### YOUR INSTRUCTIONS
Across the entries below, how many lines contain the string "moveto"? Only the number is wanted.

### DATA TO PROCESS
↓↓↓

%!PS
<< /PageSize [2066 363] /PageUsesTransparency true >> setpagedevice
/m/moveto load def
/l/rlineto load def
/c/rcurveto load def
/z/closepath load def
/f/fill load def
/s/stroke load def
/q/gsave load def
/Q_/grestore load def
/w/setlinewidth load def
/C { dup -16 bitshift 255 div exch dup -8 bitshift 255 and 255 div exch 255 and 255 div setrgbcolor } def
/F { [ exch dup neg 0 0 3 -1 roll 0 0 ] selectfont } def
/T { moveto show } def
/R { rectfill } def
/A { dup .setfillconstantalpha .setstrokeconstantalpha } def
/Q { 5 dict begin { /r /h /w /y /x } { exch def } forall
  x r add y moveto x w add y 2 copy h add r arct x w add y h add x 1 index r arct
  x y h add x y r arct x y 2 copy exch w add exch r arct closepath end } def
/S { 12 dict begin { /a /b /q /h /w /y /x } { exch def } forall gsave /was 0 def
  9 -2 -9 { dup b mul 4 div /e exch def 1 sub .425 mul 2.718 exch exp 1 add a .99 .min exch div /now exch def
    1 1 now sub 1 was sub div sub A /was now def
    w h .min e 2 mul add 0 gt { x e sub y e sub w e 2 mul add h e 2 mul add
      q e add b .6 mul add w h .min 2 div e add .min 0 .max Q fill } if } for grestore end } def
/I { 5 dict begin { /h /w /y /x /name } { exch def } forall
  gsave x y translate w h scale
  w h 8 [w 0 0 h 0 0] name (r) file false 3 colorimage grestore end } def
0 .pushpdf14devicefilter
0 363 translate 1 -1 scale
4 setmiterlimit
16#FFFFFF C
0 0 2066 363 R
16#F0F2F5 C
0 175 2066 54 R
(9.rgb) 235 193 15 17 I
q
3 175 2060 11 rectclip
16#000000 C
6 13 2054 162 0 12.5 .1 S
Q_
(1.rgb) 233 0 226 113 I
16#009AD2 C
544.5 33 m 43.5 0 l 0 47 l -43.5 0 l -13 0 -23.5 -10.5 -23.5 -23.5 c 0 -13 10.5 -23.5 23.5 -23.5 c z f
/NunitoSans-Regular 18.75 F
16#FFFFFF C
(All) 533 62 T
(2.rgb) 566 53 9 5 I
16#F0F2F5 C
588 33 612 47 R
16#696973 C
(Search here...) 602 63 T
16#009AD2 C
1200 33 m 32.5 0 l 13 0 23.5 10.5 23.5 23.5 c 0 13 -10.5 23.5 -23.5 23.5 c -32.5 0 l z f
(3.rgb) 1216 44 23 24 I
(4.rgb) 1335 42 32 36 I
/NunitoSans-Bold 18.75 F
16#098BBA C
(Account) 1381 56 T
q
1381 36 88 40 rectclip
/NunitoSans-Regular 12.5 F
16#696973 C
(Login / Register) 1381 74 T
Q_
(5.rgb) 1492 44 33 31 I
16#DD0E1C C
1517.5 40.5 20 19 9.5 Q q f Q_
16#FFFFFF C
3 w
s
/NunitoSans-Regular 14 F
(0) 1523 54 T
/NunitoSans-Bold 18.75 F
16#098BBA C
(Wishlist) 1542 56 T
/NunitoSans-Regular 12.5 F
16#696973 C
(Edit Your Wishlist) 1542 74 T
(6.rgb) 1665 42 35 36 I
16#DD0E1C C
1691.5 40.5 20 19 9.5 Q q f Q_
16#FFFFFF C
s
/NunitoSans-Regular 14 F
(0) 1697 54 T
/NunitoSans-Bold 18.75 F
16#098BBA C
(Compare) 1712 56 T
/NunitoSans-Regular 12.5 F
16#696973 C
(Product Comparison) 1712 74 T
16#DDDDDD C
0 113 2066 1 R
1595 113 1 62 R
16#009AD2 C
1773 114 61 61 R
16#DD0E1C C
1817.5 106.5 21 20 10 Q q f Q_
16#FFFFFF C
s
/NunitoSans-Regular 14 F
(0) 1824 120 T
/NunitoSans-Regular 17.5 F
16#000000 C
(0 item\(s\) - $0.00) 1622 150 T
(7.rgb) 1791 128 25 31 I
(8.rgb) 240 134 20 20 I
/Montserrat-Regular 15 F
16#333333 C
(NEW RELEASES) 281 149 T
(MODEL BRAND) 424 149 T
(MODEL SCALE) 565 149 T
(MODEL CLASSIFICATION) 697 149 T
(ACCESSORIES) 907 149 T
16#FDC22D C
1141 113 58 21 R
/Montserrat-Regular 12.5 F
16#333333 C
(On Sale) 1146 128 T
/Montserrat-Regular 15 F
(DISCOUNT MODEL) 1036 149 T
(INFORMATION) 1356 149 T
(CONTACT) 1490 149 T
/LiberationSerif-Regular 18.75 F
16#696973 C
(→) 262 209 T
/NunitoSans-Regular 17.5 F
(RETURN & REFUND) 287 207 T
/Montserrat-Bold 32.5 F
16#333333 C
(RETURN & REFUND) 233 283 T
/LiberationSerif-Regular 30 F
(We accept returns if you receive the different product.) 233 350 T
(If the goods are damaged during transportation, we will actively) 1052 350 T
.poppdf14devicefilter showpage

↑↑↑

### WRITTEN SOLUTION
3